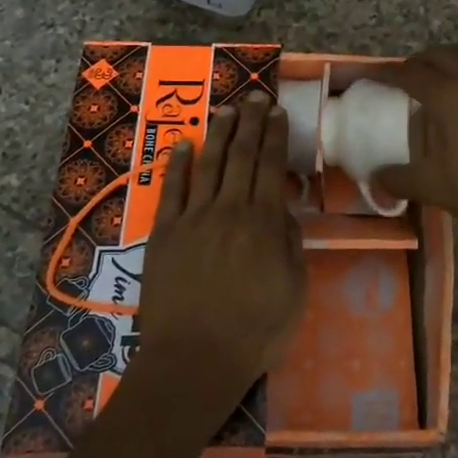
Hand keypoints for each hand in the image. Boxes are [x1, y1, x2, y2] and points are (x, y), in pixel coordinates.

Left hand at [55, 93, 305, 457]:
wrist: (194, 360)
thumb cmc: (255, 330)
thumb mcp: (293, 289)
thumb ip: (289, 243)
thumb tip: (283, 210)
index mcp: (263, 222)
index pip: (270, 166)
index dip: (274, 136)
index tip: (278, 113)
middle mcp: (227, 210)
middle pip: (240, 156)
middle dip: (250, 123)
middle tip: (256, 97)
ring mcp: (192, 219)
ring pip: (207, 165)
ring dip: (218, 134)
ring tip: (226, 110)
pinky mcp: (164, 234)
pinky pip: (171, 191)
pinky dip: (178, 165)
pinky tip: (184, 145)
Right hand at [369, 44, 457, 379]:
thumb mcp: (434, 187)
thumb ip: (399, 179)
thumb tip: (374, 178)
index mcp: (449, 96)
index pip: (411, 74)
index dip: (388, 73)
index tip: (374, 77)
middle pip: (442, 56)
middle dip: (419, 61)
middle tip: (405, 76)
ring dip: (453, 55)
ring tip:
______________________________
## What you need to do
Scan the entries above and show each line that contains the word "middle".

## Response
middle mcp: (227, 210)
middle pip: (240, 156)
middle dip: (250, 123)
middle tip: (256, 97)
middle pip: (442, 56)
middle dip: (419, 61)
middle tip: (405, 76)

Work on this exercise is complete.